Through our model tuning process, we obtained a number of key learnings for optimizing ML performance in our use cases similar to ours:
- First, some hyperparameters can have a disproportionate impact on model performance, while others may have little effect at all. It’s useful to identify impactful hyperparameters and focus on them during model tuning.
- Second, GBMs may not be powerful enough to implicitly create intermediate features like day-of-week from a date. In such cases, human expertise is necessary to encode features in representations directly useful to the model.
- Third, the benefits to generalizability gained by training over more data can outweigh the downsides of using outdated data not representative of current patterns.
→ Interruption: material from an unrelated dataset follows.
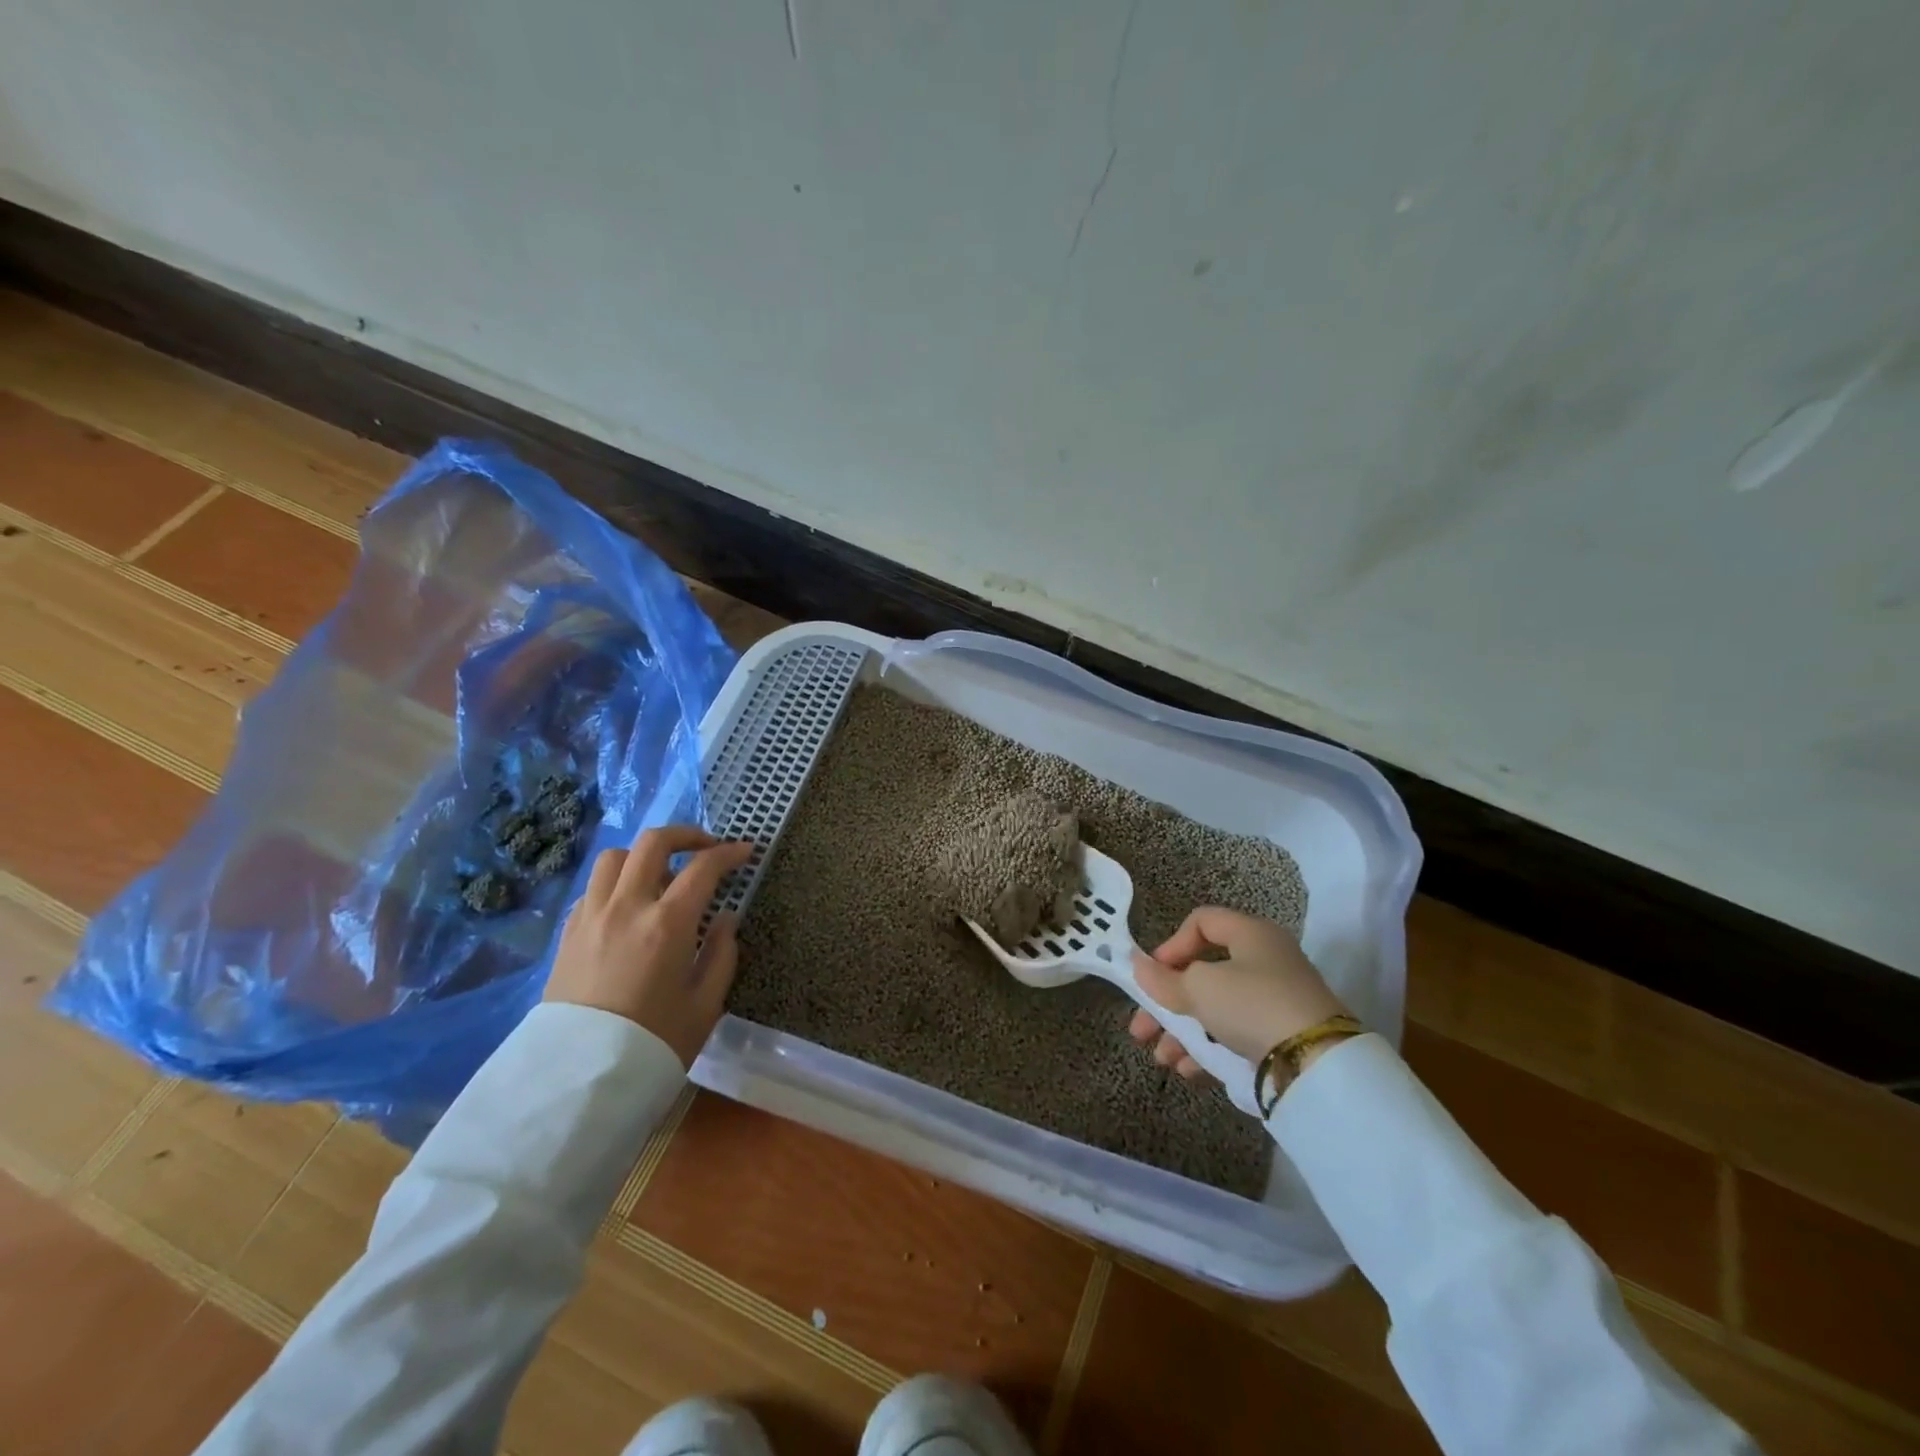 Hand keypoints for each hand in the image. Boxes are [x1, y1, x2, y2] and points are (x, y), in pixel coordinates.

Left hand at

- Fourth, model observability is very important. SHAP plots, for example, can provide many insights that loss or accuracy alone could never yield.
- Finally, and most hard-learned of all, the cleverness of an idea in ML can have little bearing on how it performs in practice. Intuition serves as a guide, but cannot replace experimentation.
We hope these insights will allow us to iterate faster in modeling demand, which in turn will enable us to better serve our customers, merchants, and Dashers.
Austin Cai joined DoorDash for our 2020 Summer engineering internship program. DoorDash engineering interns integrate with teams to learn collaboration and deployment skills not generally taught in the classroom.